Get Your Dog Used to Its Crate or Carrier
Make sure your dog’s crate or carrier meets your airline’s requirements for size and construction. It also needs to fit and be comfortable for your dog. Your dog is going to need to be able to stand up, turn around, and lie down easily in their crate. If your dog hasn’t had much time kenneled or in a crate before, get them used to it before you go. Use positive reinforcement with toys and treats to enter and exit the kennel and make it a happy safe place.
Reinforce Your Training
You may have the best-trained dog in the world, but if they have never been to a busy airport terminal before, expect their behavior to be a little different. Make sure your dog responds to basic dog obedience commands and is bathroom trained. If you can, take them to an airport terminal in the days before your flight. If you are unable to visit the airport before hand, you can find plenty of audio and video clips of airport and aircraft sounds online to help desensitize your dog. Airports and aircraft are noisy places and this will help familiarize them with the different sounds.
Identify Your Dog
Make sure your dog is wearing identification that has their name, your name, and your mobile phone number. If your dog isn’t already microchipped, consider asking your vet to do so. Also make sure their crate, carrier, and any leashes or harnesses are also identified clearly.
Get Their Gear Ready
Aside from collars, leashes, harnesses, and other gear, it is essential to have some of their regular food or treats on hand to reward good behavior. During the flight, you are not likely to be feeding your dog but have food on hand for any unexpected delays. It also pays to have on hand some dog-poo bags just in case you do need them, along with wet wipes or paper towels to clean-up.
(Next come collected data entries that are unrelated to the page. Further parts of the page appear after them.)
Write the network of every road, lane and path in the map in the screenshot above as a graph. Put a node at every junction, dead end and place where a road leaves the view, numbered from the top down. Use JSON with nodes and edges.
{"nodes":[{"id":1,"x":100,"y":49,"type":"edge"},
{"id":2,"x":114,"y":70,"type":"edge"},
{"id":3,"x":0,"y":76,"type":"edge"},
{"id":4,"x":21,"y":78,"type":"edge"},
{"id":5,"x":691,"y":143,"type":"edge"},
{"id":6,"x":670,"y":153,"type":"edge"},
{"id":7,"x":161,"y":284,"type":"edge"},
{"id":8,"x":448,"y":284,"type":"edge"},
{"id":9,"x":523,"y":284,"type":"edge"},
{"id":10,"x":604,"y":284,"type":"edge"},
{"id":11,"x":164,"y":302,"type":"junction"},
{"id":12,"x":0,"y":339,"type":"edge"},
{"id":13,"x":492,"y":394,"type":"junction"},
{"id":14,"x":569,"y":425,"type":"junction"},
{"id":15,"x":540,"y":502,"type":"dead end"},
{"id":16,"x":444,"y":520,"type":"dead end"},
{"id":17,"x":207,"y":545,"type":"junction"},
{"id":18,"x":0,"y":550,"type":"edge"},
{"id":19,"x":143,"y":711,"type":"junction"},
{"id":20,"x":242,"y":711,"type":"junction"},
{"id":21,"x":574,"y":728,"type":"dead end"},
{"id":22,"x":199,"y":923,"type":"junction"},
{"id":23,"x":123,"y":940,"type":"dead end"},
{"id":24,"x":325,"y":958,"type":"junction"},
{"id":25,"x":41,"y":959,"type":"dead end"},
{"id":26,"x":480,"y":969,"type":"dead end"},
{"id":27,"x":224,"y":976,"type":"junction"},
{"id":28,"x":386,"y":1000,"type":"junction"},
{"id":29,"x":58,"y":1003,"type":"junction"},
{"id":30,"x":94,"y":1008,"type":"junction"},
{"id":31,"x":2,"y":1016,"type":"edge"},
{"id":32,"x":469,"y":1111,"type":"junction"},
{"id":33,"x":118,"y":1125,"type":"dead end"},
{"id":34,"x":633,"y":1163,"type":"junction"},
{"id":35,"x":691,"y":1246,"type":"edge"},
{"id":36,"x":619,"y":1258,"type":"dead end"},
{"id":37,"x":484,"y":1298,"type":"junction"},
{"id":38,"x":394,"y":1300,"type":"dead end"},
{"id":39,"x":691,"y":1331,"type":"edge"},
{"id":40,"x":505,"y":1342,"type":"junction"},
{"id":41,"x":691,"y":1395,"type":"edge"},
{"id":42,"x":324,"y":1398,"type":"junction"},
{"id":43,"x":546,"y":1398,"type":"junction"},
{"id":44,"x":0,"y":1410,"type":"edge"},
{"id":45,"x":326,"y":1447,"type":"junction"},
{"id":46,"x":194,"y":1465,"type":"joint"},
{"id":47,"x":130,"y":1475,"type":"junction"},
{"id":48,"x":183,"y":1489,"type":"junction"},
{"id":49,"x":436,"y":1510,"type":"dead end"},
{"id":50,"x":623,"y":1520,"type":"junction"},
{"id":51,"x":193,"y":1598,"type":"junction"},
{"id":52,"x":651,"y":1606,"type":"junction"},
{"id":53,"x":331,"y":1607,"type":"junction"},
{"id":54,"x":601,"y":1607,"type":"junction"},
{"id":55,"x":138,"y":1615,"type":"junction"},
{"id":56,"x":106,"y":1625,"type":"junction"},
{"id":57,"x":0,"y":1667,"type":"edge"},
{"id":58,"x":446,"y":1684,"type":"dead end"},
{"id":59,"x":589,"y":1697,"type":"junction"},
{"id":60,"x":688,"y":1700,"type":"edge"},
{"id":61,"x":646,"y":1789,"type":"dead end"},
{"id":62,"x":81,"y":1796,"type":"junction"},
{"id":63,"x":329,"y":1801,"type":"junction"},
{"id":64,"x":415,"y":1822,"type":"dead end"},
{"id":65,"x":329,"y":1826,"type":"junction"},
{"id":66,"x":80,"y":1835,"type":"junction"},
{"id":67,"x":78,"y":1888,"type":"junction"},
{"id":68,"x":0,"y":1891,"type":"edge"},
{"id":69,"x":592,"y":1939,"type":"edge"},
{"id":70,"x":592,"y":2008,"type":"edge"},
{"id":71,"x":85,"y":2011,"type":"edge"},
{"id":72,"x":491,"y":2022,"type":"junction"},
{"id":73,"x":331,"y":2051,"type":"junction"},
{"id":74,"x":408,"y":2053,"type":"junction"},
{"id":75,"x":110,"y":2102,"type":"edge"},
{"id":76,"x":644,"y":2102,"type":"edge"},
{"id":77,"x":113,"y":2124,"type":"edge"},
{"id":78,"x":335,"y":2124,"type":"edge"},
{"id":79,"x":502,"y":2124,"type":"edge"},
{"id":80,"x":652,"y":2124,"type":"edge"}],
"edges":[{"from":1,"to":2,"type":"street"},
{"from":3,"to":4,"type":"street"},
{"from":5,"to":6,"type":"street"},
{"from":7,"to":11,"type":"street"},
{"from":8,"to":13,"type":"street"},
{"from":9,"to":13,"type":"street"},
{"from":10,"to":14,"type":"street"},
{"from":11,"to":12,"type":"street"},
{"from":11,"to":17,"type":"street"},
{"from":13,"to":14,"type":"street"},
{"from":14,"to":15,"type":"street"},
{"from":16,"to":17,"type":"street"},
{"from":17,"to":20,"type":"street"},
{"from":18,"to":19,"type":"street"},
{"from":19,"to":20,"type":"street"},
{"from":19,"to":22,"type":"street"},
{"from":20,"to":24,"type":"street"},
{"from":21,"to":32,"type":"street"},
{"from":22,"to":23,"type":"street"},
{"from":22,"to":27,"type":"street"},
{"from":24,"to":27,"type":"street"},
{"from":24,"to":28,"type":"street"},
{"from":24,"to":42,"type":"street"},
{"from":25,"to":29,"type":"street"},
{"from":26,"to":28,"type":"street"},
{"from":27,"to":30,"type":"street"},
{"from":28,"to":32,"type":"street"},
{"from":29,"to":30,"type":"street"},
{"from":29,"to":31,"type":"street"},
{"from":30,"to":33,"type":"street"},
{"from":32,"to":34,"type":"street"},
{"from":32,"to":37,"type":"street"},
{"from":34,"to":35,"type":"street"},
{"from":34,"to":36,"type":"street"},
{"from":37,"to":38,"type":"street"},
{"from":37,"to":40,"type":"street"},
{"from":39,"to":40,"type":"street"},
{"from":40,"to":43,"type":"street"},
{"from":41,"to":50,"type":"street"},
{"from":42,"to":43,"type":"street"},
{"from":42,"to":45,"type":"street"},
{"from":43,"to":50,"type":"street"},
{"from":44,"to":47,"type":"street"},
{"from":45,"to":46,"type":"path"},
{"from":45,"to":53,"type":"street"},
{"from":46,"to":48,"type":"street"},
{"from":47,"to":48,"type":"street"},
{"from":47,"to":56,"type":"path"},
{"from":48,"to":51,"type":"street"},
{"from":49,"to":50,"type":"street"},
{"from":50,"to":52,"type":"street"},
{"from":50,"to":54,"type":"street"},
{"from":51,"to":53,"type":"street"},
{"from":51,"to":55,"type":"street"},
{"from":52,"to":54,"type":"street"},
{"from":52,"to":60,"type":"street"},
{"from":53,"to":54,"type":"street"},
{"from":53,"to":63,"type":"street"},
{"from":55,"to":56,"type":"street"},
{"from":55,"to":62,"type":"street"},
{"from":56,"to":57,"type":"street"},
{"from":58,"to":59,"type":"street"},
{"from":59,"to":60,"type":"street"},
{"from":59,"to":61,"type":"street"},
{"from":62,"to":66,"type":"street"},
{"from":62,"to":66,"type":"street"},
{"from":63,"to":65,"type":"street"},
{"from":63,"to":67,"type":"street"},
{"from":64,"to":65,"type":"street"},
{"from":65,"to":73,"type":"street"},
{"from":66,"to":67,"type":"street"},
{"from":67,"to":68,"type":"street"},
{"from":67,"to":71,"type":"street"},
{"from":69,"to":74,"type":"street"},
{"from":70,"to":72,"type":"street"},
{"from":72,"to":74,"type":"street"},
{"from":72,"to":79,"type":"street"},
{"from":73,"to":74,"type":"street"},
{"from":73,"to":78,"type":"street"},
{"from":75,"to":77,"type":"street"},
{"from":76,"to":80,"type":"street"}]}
Before You Board the Plane
On the day of your flight, you will need to think about your dog’s input and output in terms of food and exercise. Hydration is a must for everyone who flies. Your dog is going to need water during the flight. But their food and water intake should balance out with the length of the flight as well as where and when they can have toilet stops. These days, many airport terminals have designated toilet areas for animals. Check out where these are located or where you will be able to give your dog the last toilet stop on the way to the airport. They will need a restroom stop before they board. Also make sure your dog gets in a good walk or run before you board the plane. This will help release any excess energy and probably lead them to lie down and taking a nap during the flight.
During the Flight
Keep your dog comfortable during the flight whether they are with you in the cabin or in the cargo hold. A familiar blanket, toy, or item of your clothing can help reassure them in their crate. Most importantly, do everything you can for both you and your dog to enjoy your flight and arrive safely at your destination! If you have a particular fear of flying yourself or other emotional or psychological condition that impacts your ability to travel, chat with a health care professional. You may qualify to fly your dog with you as an emotional support animal.
“Petting, scratching, and cuddling a dog could be as soothing to the mind and heart as deep meditation and almost as good for the soul as prayer.” – Dean Koontz
Have you ever traveled by airplane with a pet? Do you have any tips or suggestions to share?